* **EXTRACTED INFORMATION**
┌────────

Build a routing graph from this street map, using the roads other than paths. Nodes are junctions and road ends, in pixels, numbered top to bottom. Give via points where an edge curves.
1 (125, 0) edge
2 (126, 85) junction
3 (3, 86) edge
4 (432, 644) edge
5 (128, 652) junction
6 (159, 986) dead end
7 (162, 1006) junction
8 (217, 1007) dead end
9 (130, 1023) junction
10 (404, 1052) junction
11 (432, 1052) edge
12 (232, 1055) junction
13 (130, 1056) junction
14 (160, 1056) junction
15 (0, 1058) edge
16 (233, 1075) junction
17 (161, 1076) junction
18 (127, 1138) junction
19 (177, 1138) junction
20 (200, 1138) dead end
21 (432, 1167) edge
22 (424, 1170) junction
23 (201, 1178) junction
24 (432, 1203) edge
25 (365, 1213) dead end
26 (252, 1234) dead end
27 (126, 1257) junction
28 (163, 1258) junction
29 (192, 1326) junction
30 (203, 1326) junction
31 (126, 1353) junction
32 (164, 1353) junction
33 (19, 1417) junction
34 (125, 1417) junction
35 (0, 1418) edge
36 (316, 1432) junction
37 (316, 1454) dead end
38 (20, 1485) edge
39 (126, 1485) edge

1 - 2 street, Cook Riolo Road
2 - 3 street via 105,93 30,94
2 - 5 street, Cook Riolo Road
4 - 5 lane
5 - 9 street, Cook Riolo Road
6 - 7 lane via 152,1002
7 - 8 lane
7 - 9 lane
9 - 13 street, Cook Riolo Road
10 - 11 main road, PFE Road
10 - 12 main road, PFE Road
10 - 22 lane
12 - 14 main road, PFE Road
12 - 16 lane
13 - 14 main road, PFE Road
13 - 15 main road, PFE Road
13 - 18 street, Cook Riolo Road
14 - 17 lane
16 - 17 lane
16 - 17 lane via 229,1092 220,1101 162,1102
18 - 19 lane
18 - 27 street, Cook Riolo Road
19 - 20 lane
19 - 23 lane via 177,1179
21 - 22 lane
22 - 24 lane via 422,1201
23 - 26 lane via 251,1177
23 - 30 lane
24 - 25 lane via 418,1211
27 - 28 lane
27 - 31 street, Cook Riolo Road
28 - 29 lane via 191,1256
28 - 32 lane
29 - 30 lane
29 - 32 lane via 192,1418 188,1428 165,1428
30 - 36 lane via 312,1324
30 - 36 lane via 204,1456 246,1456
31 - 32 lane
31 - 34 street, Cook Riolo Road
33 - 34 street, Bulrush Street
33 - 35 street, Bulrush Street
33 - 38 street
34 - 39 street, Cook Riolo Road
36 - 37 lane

└────────

* **DESCRIPTION OF THE TASK**
The records above are to be set down again exactly as written.

* **EXERCISE ANSWER**
Build a routing graph from this street map, using the roads other than paths. Nodes are junctions and road ends, in pixels, numbered top to bottom. Give via points where an edge curves.
1 (125, 0) edge
2 (126, 85) junction
3 (3, 86) edge
4 (432, 644) edge
5 (128, 652) junction
6 (159, 986) dead end
7 (162, 1006) junction
8 (217, 1007) dead end
9 (130, 1023) junction
10 (404, 1052) junction
11 (432, 1052) edge
12 (232, 1055) junction
13 (130, 1056) junction
14 (160, 1056) junction
15 (0, 1058) edge
16 (233, 1075) junction
17 (161, 1076) junction
18 (127, 1138) junction
19 (177, 1138) junction
20 (200, 1138) dead end
21 (432, 1167) edge
22 (424, 1170) junction
23 (201, 1178) junction
24 (432, 1203) edge
25 (365, 1213) dead end
26 (252, 1234) dead end
27 (126, 1257) junction
28 (163, 1258) junction
29 (192, 1326) junction
30 (203, 1326) junction
31 (126, 1353) junction
32 (164, 1353) junction
33 (19, 1417) junction
34 (125, 1417) junction
35 (0, 1418) edge
36 (316, 1432) junction
37 (316, 1454) dead end
38 (20, 1485) edge
39 (126, 1485) edge

1 - 2 street, Cook Riolo Road
2 - 3 street via 105,93 30,94
2 - 5 street, Cook Riolo Road
4 - 5 lane
5 - 9 street, Cook Riolo Road
6 - 7 lane via 152,1002
7 - 8 lane
7 - 9 lane
9 - 13 street, Cook Riolo Road
10 - 11 main road, PFE Road
10 - 12 main road, PFE Road
10 - 22 lane
12 - 14 main road, PFE Road
12 - 16 lane
13 - 14 main road, PFE Road
13 - 15 main road, PFE Road
13 - 18 street, Cook Riolo Road
14 - 17 lane
16 - 17 lane
16 - 17 lane via 229,1092 220,1101 162,1102
18 - 19 lane
18 - 27 street, Cook Riolo Road
19 - 20 lane
19 - 23 lane via 177,1179
21 - 22 lane
22 - 24 lane via 422,1201
23 - 26 lane via 251,1177
23 - 30 lane
24 - 25 lane via 418,1211
27 - 28 lane
27 - 31 street, Cook Riolo Road
28 - 29 lane via 191,1256
28 - 32 lane
29 - 30 lane
29 - 32 lane via 192,1418 188,1428 165,1428
30 - 36 lane via 312,1324
30 - 36 lane via 204,1456 246,1456
31 - 32 lane
31 - 34 street, Cook Riolo Road
33 - 34 street, Bulrush Street
33 - 35 street, Bulrush Street
33 - 38 street
34 - 39 street, Cook Riolo Road
36 - 37 lane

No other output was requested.